Throughout they showed healthy doses of pragmatism, scepticism and public spiritedness. They don’t buy the ratio of cuts to tax rises being pursued by the Coalition; yet when asked to make trade offs between themselves and older generations they still want to make sure that older people are protected from the brunt of the cuts. 

The participants at the convention saw themselves as being potentially the worst affected by spending cuts, not least because they perceived politicians to take less notice of the views of young people than those of older generations. The possibility of cuts to further and higher education were seen as emblematic of this wider neglect. In table discussions apprehensions about the abolition of the education maintain allowance (EMA) figured nearly as prominently as those concerning increases in tuition fees.

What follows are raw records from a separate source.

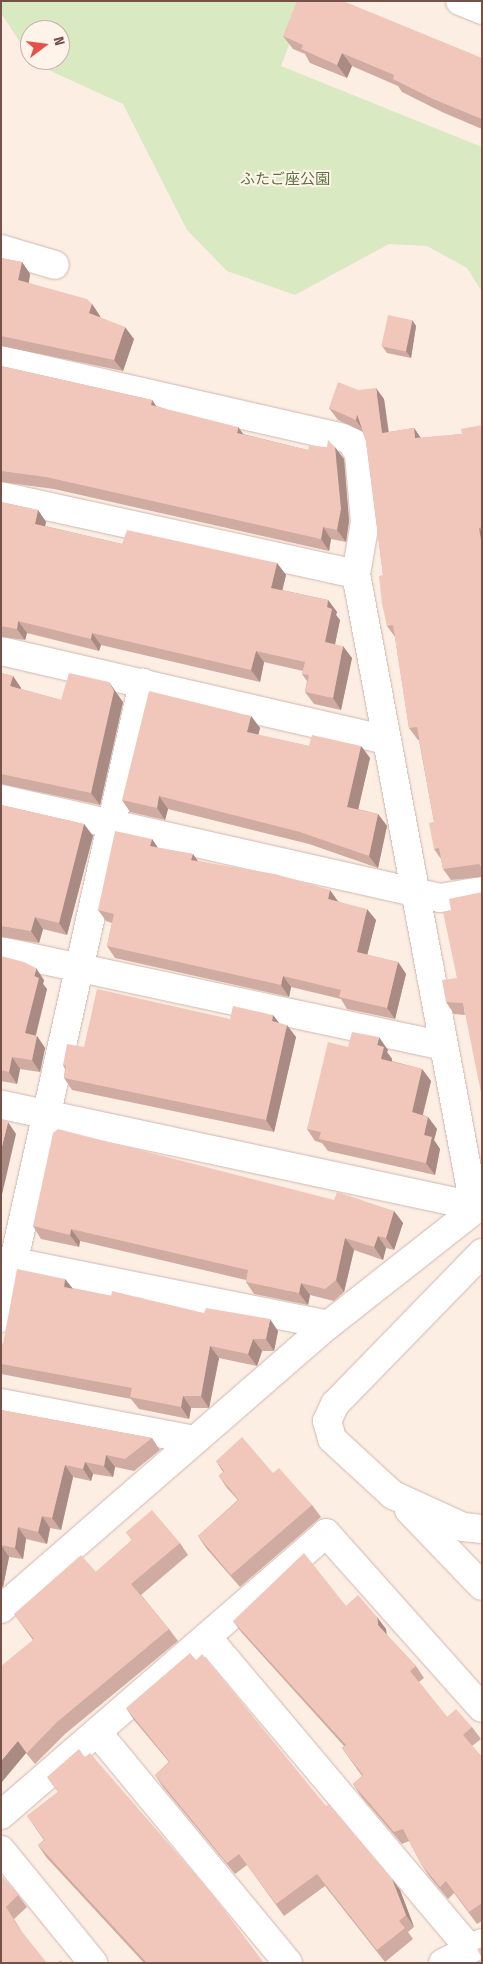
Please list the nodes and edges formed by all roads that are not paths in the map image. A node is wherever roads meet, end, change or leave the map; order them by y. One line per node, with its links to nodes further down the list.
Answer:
1 (460, 1): 2 (street)
2 (482, 10)
3 (1, 249): 4 (street)
4 (55, 265)
5 (1, 360): 7 (street)
6 (1, 496): 7 (street)
7 (356, 574): 10 (street)
8 (1, 651): 9 (street)
9 (143, 683): 10 (street); 12 (street)
10 (386, 740): 14 (street)
11 (1, 799): 12 (street)
12 (112, 823): 14 (street); 16 (street)
13 (482, 892): 14 (street)
14 (415, 893): 17 (street)
15 (1, 951): 16 (street)
16 (78, 967): 17 (street); 19 (street)
17 (441, 1045): 20 (street)
18 (1, 1105): 19 (street)
19 (47, 1115): 20 (street); 22 (street)
20 (478, 1205): 24 (street)
21 (482, 1253): 27 (street)
22 (14, 1262): 23 (street); 24 (street)
23 (1, 1318)
24 (328, 1325): 26 (street)
25 (1, 1403): 26 (street)
26 (195, 1440): 30 (street)
27 (393, 1495): 28 (street); 29 (street)
28 (482, 1528)
29 (482, 1586)
30 (1, 1609)
31 (207, 1637): 32 (street); 33 (street); 36 (street)
32 (482, 1708)
33 (97, 1732): 34 (street); 38 (street)
34 (1, 1815)
35 (1, 1850): 37 (street)
36 (476, 1946): 39 (street)
37 (93, 1963)
38 (288, 1963)
39 (444, 1963)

Perhaps the most troubling finding from the research concerns the gap between young people’s generally positive outlooks on the future and the less than sunny reality they may face in five or ten years time. If the considerable economic and social challenges of tomorrow are to be overcome, far greater weight must be given to the attitudes, concerns and values of young people today. For this to happen, young people need to be given the political capital to break into the vast set of political decisions currently reserved for adults: taxation, public spending, housing and jobs among them. In other words, precisely the type of decisions that lay at the heart of the Spending Review itself.